BRIEF.
An exact reproduction of the listing, minus the pictures, is the required output.

═══ MATERIAL FOR THE TASK

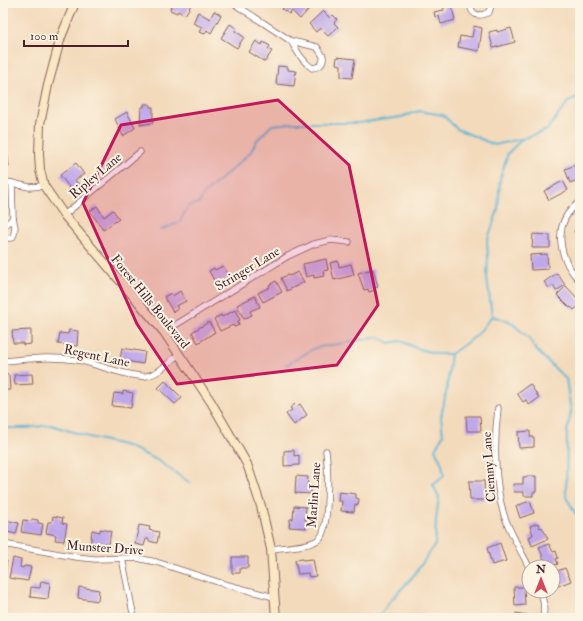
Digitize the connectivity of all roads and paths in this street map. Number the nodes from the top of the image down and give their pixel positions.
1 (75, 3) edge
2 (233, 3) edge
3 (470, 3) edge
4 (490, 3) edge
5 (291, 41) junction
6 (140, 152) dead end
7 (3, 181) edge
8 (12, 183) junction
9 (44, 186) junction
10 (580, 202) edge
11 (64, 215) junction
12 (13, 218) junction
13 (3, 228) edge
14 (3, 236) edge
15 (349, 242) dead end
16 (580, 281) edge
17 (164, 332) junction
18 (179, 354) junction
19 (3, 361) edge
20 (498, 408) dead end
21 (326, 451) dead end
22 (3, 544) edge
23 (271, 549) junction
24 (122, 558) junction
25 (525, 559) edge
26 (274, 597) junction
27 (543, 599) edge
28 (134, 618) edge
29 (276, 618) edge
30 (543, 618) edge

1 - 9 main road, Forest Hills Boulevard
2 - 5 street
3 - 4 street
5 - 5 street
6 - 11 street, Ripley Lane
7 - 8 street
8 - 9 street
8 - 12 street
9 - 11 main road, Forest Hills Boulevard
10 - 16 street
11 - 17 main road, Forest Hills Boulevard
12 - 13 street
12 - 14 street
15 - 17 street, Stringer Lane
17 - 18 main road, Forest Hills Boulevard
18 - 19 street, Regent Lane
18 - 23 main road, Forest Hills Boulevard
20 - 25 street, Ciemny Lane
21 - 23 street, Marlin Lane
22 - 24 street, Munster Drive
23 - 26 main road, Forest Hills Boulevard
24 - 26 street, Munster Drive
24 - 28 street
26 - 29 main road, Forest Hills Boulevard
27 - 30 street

══════

ANSWER TO THIS EXERCISE.
Digitize the connectivity of all roads and paths in this street map. Number the nodes from the top of the image down and give their pixel positions.
1 (75, 3) edge
2 (233, 3) edge
3 (470, 3) edge
4 (490, 3) edge
5 (291, 41) junction
6 (140, 152) dead end
7 (3, 181) edge
8 (12, 183) junction
9 (44, 186) junction
10 (580, 202) edge
11 (64, 215) junction
12 (13, 218) junction
13 (3, 228) edge
14 (3, 236) edge
15 (349, 242) dead end
16 (580, 281) edge
17 (164, 332) junction
18 (179, 354) junction
19 (3, 361) edge
20 (498, 408) dead end
21 (326, 451) dead end
22 (3, 544) edge
23 (271, 549) junction
24 (122, 558) junction
25 (525, 559) edge
26 (274, 597) junction
27 (543, 599) edge
28 (134, 618) edge
29 (276, 618) edge
30 (543, 618) edge

1 - 9 main road, Forest Hills Boulevard
2 - 5 street
3 - 4 street
5 - 5 street
6 - 11 street, Ripley Lane
7 - 8 street
8 - 9 street
8 - 12 street
9 - 11 main road, Forest Hills Boulevard
10 - 16 street
11 - 17 main road, Forest Hills Boulevard
12 - 13 street
12 - 14 street
15 - 17 street, Stringer Lane
17 - 18 main road, Forest Hills Boulevard
18 - 19 street, Regent Lane
18 - 23 main road, Forest Hills Boulevard
20 - 25 street, Ciemny Lane
21 - 23 street, Marlin Lane
22 - 24 street, Munster Drive
23 - 26 main road, Forest Hills Boulevard
24 - 26 street, Munster Drive
24 - 28 street
26 - 29 main road, Forest Hills Boulevard
27 - 30 street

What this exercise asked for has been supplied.